TASK OBJECTIVE
Return the lines below exactly as they appear, please, starting with the first and ending with the one that contains "index mcp: (292, 262)".

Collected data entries
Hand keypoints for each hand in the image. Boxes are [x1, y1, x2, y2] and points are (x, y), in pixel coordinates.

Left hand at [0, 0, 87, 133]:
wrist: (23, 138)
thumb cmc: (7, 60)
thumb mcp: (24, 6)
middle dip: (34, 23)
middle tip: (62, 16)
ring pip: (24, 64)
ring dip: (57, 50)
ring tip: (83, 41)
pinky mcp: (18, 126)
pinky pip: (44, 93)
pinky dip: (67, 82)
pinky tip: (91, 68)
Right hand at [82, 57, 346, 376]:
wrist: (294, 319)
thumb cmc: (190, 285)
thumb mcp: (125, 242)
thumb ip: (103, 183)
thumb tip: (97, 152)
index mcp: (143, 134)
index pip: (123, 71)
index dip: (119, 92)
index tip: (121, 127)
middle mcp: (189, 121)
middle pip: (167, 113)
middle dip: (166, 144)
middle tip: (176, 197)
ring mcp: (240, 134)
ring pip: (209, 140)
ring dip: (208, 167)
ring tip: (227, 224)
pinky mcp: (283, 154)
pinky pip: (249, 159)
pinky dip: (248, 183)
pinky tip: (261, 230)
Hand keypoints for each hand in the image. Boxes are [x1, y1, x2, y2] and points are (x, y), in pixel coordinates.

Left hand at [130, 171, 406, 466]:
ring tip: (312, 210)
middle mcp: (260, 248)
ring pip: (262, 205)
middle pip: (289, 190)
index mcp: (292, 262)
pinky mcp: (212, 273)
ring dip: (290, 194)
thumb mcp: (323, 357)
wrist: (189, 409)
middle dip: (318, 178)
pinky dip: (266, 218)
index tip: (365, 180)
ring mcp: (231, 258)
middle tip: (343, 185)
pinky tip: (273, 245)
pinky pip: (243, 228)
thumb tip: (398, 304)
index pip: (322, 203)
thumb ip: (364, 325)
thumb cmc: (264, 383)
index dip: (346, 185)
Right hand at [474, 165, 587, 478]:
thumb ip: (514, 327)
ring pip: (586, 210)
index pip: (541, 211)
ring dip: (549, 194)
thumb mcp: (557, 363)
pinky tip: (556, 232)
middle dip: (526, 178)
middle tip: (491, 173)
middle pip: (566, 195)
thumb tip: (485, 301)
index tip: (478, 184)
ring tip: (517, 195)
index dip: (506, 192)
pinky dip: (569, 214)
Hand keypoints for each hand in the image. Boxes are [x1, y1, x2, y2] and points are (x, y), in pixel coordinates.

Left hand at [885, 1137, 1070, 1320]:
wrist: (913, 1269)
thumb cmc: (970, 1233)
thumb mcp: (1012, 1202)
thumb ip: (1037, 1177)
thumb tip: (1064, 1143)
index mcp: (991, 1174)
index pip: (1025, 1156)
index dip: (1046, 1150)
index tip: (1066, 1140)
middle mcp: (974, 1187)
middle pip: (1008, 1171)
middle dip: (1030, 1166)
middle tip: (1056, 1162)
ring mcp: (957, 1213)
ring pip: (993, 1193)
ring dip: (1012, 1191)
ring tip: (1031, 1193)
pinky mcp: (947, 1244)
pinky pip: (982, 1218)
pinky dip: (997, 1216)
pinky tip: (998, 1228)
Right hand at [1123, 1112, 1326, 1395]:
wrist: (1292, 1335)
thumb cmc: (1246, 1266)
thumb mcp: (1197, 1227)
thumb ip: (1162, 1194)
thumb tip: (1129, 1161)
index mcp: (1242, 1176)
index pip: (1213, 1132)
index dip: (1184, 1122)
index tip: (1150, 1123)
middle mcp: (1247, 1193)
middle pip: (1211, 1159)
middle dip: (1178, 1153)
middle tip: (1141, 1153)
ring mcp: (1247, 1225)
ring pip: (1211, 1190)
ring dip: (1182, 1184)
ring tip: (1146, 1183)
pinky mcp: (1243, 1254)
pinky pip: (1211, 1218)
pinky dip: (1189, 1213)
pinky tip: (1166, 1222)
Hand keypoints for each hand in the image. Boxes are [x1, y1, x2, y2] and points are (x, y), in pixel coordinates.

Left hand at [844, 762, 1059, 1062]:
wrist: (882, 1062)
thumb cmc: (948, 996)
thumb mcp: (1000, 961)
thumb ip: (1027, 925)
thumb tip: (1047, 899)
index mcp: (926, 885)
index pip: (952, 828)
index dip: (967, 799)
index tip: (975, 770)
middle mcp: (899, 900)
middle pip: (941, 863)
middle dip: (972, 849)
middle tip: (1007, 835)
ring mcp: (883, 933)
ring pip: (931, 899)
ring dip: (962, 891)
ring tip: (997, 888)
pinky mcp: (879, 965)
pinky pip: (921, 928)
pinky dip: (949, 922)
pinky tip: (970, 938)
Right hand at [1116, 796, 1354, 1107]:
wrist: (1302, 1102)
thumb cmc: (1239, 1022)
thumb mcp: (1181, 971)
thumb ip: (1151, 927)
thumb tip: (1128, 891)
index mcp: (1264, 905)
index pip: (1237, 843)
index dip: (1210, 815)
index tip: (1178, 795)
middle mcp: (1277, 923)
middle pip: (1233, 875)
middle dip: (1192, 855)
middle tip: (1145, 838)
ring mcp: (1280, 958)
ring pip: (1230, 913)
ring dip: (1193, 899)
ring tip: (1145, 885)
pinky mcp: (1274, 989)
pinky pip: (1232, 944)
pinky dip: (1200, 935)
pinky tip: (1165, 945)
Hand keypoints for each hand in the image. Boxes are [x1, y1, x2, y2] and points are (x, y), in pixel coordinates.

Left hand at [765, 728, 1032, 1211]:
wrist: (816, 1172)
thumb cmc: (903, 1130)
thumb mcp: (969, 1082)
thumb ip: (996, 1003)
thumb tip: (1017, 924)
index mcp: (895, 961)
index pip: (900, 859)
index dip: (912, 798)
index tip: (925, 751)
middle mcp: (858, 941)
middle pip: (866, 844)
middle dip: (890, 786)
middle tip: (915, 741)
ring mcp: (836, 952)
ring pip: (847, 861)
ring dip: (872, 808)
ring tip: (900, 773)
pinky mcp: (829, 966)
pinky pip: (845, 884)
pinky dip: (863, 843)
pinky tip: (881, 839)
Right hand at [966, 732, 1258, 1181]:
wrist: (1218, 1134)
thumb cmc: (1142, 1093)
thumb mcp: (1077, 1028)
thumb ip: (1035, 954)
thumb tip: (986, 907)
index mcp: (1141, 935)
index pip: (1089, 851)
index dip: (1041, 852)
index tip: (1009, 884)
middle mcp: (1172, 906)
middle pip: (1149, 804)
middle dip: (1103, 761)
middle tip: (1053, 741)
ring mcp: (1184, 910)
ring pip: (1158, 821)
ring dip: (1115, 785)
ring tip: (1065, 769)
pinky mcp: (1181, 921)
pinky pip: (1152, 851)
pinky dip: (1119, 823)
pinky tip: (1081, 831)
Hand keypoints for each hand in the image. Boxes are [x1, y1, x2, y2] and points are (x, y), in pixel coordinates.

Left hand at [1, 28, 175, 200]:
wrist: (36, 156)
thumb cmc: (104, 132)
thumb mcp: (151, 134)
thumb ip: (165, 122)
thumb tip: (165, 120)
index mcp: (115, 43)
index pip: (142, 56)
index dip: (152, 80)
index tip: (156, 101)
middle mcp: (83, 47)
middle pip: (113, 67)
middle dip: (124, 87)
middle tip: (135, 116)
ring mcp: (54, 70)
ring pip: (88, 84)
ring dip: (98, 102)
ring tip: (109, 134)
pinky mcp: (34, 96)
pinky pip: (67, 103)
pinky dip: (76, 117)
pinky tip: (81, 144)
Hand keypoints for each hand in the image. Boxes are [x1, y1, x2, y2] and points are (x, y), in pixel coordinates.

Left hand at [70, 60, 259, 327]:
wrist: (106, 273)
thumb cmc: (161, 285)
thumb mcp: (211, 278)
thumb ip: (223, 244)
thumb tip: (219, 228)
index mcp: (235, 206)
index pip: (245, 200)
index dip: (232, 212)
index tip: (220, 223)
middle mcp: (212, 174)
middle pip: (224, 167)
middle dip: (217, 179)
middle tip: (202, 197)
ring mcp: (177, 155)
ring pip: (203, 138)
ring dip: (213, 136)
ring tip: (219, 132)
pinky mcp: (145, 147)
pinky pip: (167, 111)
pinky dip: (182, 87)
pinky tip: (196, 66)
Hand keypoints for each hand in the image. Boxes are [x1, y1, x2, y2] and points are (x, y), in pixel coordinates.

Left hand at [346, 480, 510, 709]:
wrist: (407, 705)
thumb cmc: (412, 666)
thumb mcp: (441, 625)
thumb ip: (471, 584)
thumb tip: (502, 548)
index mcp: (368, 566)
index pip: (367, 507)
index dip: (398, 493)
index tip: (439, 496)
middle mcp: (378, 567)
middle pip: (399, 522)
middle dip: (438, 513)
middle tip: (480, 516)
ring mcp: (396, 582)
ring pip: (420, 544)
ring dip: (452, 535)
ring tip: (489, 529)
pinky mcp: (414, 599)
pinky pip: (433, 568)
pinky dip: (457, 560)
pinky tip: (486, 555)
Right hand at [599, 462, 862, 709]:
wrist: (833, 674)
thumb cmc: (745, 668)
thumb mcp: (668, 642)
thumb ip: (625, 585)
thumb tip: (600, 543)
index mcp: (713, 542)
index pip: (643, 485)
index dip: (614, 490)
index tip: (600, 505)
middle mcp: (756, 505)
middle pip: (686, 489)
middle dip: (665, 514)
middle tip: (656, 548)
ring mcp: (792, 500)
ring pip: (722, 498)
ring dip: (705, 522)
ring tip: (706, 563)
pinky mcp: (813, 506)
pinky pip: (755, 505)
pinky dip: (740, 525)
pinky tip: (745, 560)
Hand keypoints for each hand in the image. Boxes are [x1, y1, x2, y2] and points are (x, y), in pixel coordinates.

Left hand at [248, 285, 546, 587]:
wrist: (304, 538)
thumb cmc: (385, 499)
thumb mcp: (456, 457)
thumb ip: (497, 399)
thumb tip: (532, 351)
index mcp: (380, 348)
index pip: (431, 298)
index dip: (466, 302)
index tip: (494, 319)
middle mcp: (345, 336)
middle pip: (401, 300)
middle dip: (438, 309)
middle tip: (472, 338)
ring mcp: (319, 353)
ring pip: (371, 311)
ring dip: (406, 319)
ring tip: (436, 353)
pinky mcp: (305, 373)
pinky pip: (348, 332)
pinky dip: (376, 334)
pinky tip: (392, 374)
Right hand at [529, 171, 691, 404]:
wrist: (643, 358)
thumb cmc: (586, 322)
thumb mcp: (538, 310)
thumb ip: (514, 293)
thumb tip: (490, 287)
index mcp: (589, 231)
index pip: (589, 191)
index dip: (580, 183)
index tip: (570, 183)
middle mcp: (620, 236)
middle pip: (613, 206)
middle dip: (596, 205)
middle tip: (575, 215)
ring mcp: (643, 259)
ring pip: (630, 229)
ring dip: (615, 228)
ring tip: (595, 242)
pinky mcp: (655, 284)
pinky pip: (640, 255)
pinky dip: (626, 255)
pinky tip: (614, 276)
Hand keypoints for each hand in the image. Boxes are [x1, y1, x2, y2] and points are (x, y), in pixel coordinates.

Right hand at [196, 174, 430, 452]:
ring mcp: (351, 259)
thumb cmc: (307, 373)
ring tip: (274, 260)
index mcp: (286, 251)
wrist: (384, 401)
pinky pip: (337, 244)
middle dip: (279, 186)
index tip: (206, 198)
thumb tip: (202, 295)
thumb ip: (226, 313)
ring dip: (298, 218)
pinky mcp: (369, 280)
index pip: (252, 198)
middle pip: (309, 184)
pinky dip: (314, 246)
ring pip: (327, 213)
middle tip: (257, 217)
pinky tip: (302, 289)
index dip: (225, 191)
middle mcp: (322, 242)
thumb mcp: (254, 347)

ANSWER BOX
Hand keypoints for each hand in the image. Boxes are [x1, y1, x2, y2] and points are (x, y), in pixel coordinates.

Left hand at [0, 0, 87, 133]:
wrist: (23, 138)
thumb cmc: (7, 60)
thumb mcp: (24, 6)
middle dip: (34, 23)
middle tip: (62, 16)
ring pip: (24, 64)
ring dip: (57, 50)
ring tip: (83, 41)
pinky mcp: (18, 126)
pinky pip: (44, 93)
pinky dip: (67, 82)
pinky tip: (91, 68)
Right hand at [82, 57, 346, 376]:
wrist: (294, 319)
thumb cmc: (190, 285)
thumb mcp: (125, 242)
thumb ip: (103, 183)
thumb tip: (97, 152)
index mcp: (143, 134)
index pip: (123, 71)
index dip: (119, 92)
index tip: (121, 127)
middle mcp: (189, 121)
middle pip: (167, 113)
middle dip: (166, 144)
middle tip: (176, 197)
ring mcp: (240, 134)
ring pip: (209, 140)
ring dip: (208, 167)
ring tip: (227, 224)
pinky mcp: (283, 154)
pinky pip: (249, 159)
pinky dip: (248, 183)
pinky tip: (261, 230)
Hand keypoints for each hand in the image. Boxes are [x1, y1, x2, y2] and points are (x, y), in pixel coordinates.

Left hand at [130, 171, 406, 466]:
ring tip: (312, 210)
middle mcp: (260, 248)
ring pip: (262, 205)
middle pip: (289, 190)
index mcp: (292, 262)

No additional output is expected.